---------- Records for the task

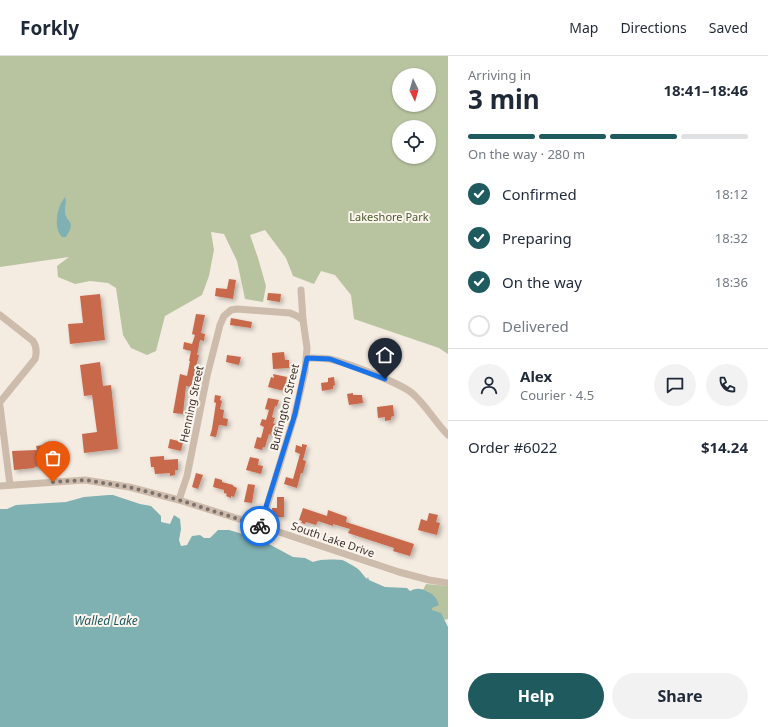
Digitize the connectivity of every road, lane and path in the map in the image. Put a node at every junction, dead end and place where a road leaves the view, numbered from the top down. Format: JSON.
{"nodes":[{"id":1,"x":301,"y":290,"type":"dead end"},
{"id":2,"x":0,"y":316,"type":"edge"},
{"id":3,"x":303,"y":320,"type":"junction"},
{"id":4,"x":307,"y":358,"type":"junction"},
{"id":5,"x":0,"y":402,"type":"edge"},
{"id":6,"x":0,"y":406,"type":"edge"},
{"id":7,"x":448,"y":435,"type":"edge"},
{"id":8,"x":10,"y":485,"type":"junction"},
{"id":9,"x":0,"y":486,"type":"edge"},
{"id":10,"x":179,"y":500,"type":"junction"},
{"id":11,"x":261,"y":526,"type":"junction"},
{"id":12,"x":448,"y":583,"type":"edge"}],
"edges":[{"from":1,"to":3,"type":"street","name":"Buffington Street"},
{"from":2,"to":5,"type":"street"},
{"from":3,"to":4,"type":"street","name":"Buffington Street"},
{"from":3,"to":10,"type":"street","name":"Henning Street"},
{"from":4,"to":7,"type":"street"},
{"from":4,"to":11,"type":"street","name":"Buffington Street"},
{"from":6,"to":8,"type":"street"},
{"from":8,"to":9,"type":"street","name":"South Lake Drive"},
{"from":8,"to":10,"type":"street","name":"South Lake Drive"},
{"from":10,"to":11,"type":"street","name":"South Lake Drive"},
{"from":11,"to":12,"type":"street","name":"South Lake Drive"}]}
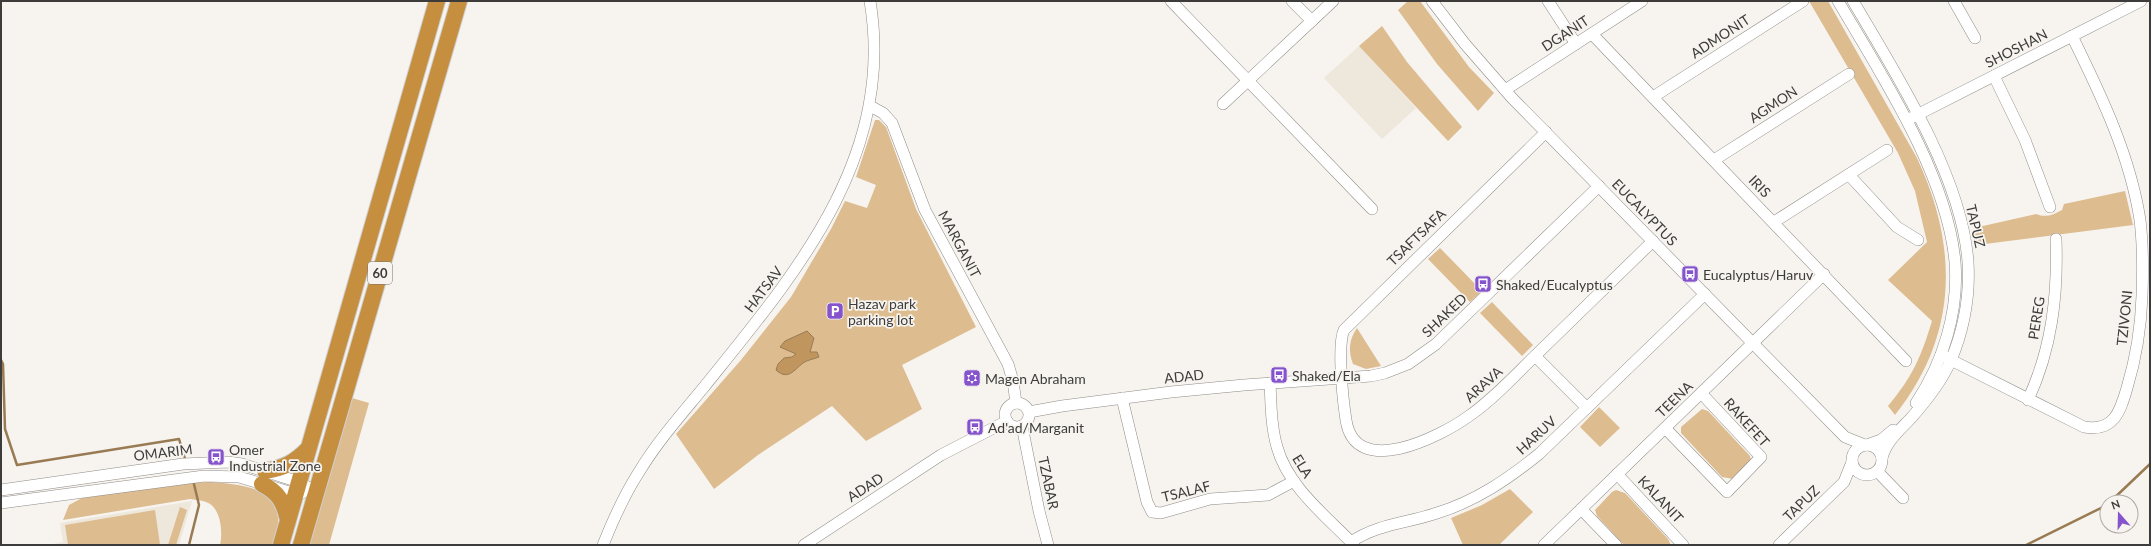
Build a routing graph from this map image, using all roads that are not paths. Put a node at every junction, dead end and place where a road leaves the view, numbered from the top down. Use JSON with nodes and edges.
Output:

--------------------
---------- Records for the task

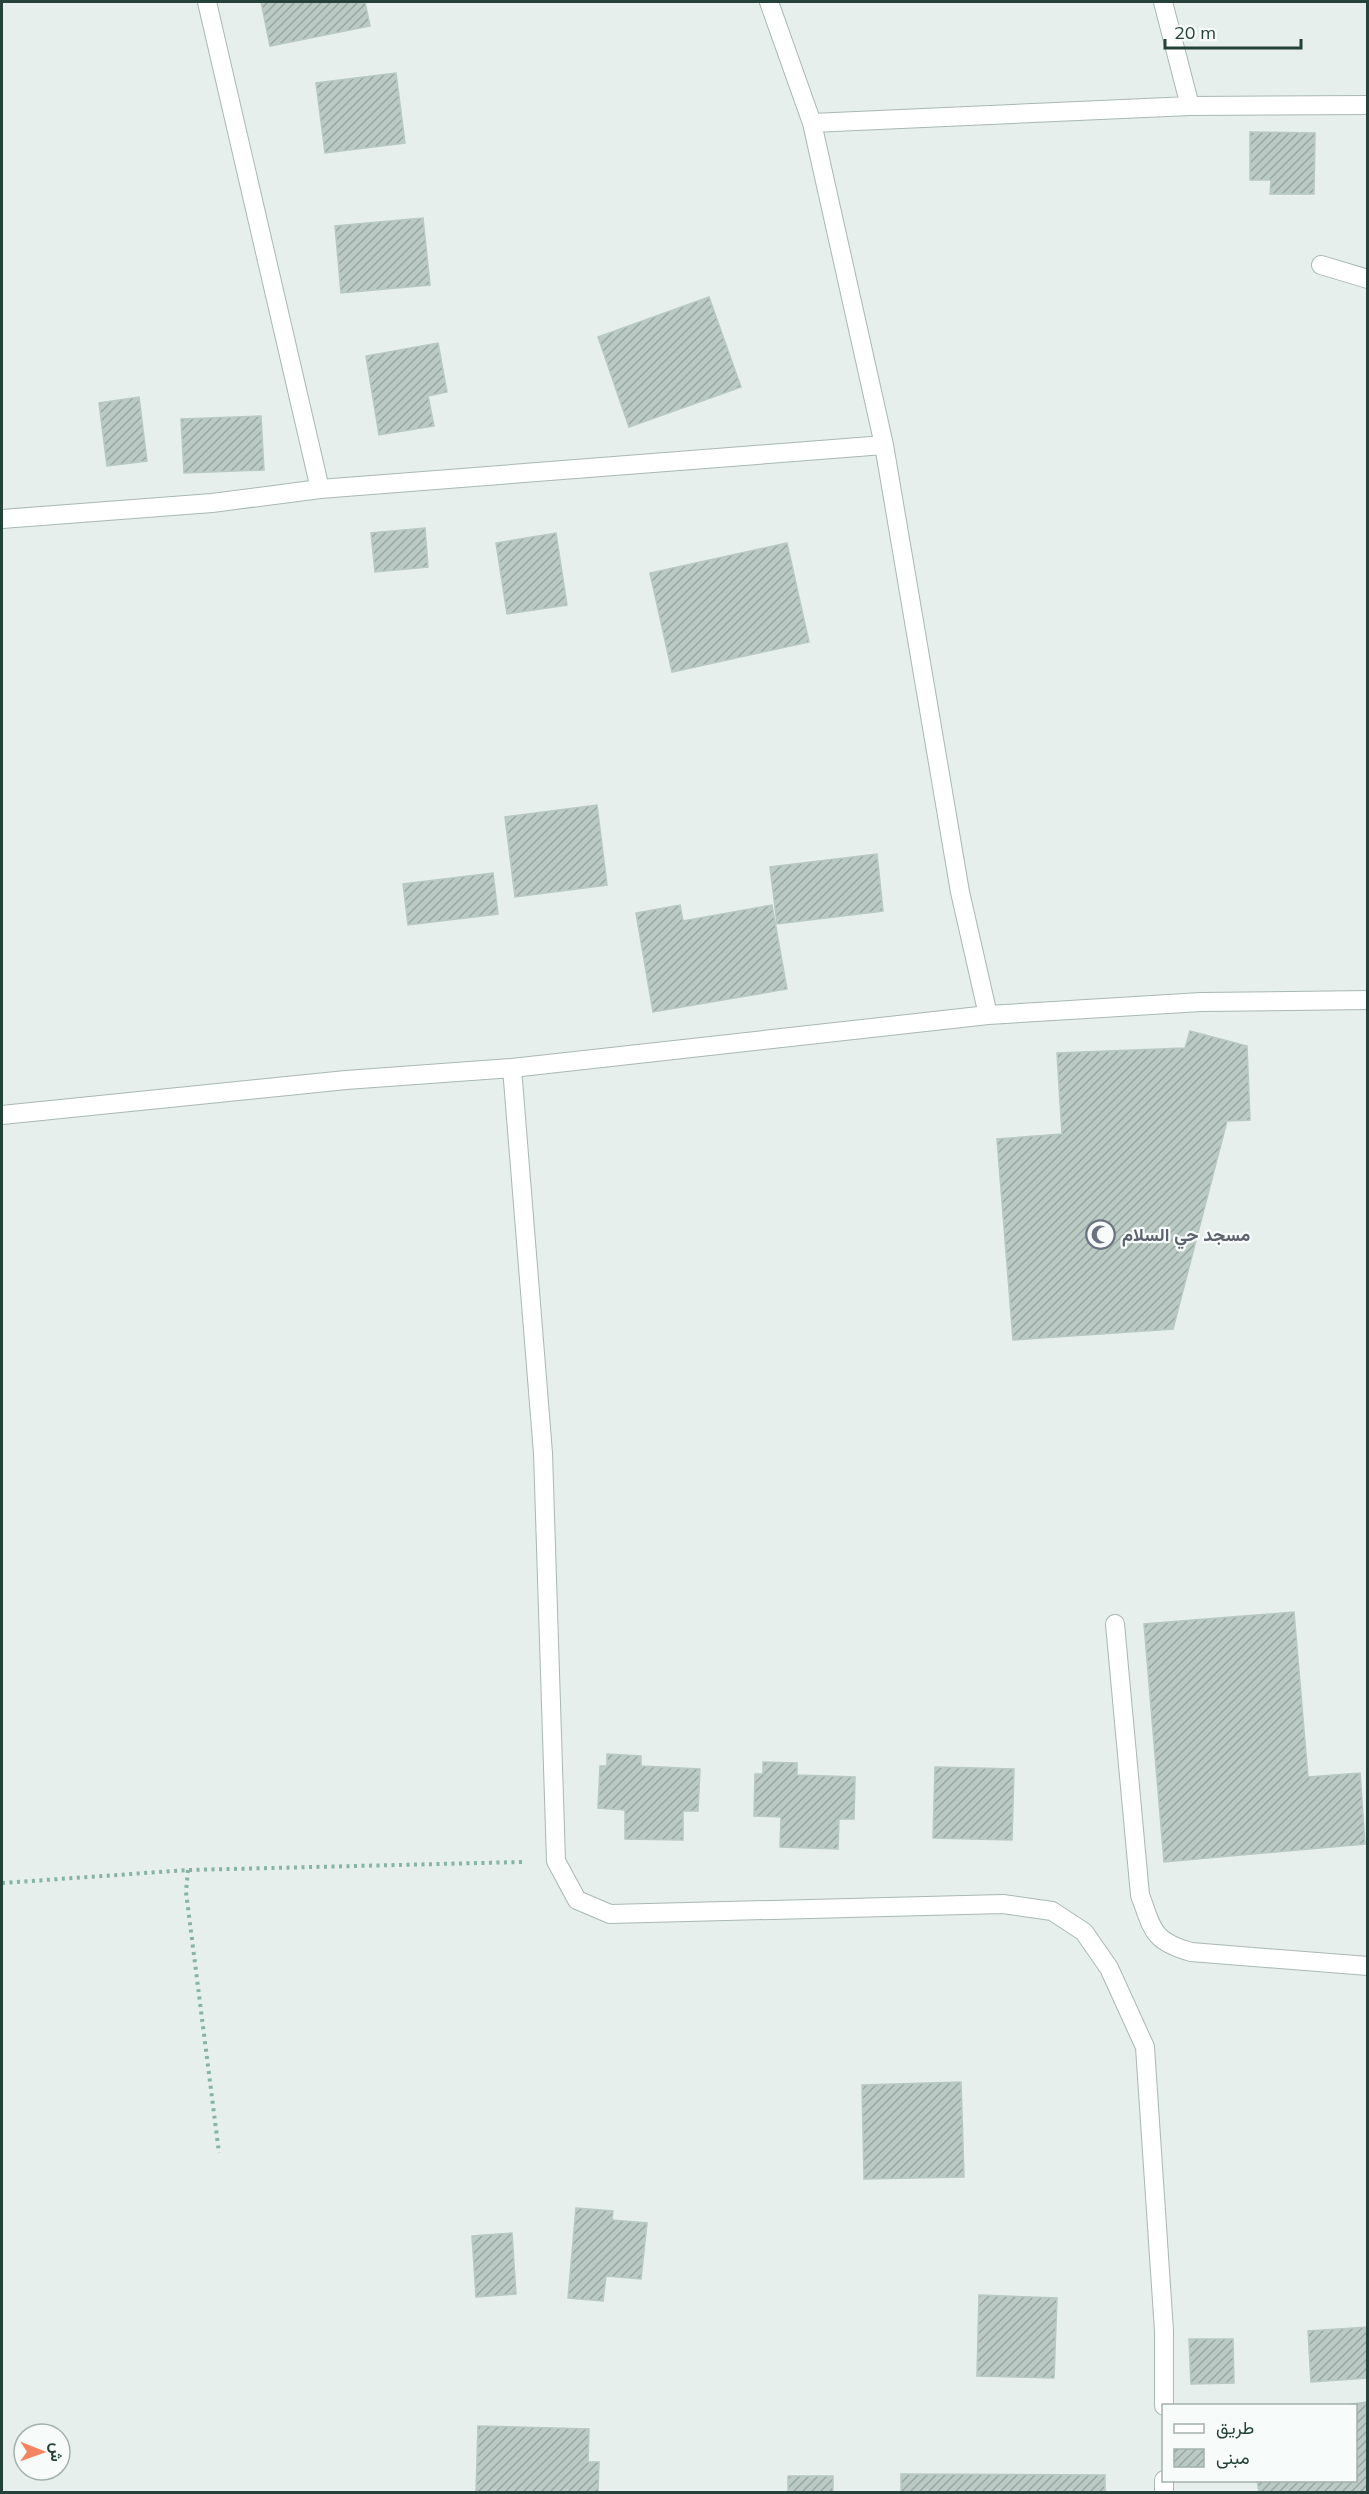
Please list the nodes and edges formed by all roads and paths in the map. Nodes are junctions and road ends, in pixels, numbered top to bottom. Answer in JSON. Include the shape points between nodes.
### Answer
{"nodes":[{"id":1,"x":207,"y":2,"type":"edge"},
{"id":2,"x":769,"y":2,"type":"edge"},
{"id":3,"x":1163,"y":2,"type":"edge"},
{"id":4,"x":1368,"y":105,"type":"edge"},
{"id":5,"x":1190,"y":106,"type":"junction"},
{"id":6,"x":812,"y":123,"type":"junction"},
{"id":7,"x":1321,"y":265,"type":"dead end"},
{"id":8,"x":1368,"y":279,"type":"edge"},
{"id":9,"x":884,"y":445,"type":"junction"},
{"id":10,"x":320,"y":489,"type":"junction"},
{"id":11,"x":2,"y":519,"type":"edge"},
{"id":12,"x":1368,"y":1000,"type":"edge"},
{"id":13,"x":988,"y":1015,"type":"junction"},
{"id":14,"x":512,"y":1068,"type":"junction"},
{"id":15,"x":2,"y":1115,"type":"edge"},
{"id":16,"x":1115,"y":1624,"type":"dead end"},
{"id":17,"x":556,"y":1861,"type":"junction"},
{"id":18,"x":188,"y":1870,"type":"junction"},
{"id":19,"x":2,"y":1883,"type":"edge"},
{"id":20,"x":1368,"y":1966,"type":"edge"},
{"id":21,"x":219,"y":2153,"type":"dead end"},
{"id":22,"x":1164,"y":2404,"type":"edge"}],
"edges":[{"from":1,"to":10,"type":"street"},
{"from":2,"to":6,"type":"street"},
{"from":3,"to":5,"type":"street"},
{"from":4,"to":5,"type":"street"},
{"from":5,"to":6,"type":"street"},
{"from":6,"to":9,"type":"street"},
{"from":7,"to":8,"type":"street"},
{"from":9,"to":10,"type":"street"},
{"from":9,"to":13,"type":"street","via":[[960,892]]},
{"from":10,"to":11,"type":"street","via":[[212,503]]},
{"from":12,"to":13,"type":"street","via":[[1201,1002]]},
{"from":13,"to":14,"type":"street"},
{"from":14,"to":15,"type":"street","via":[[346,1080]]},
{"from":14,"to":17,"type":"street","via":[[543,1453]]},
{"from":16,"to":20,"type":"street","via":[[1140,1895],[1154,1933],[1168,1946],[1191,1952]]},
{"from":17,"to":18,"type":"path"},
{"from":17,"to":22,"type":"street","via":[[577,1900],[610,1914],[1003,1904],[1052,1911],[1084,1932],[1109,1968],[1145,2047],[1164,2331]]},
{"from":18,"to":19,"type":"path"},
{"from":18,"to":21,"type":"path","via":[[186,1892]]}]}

--------------------

* [Exercise description] Every line above that includes the word "roads" must appear in the answer.

* [Result]
Build a routing graph from this map image, using all roads that are not paths. Put a node at every junction, dead end and place where a road leaves the view, numbered from the top down. Use JSON with nodes and edges.
Please list the nodes and edges formed by all roads and paths in the map. Nodes are junctions and road ends, in pixels, numbered top to bottom. Answer in JSON. Include the shape points between nodes.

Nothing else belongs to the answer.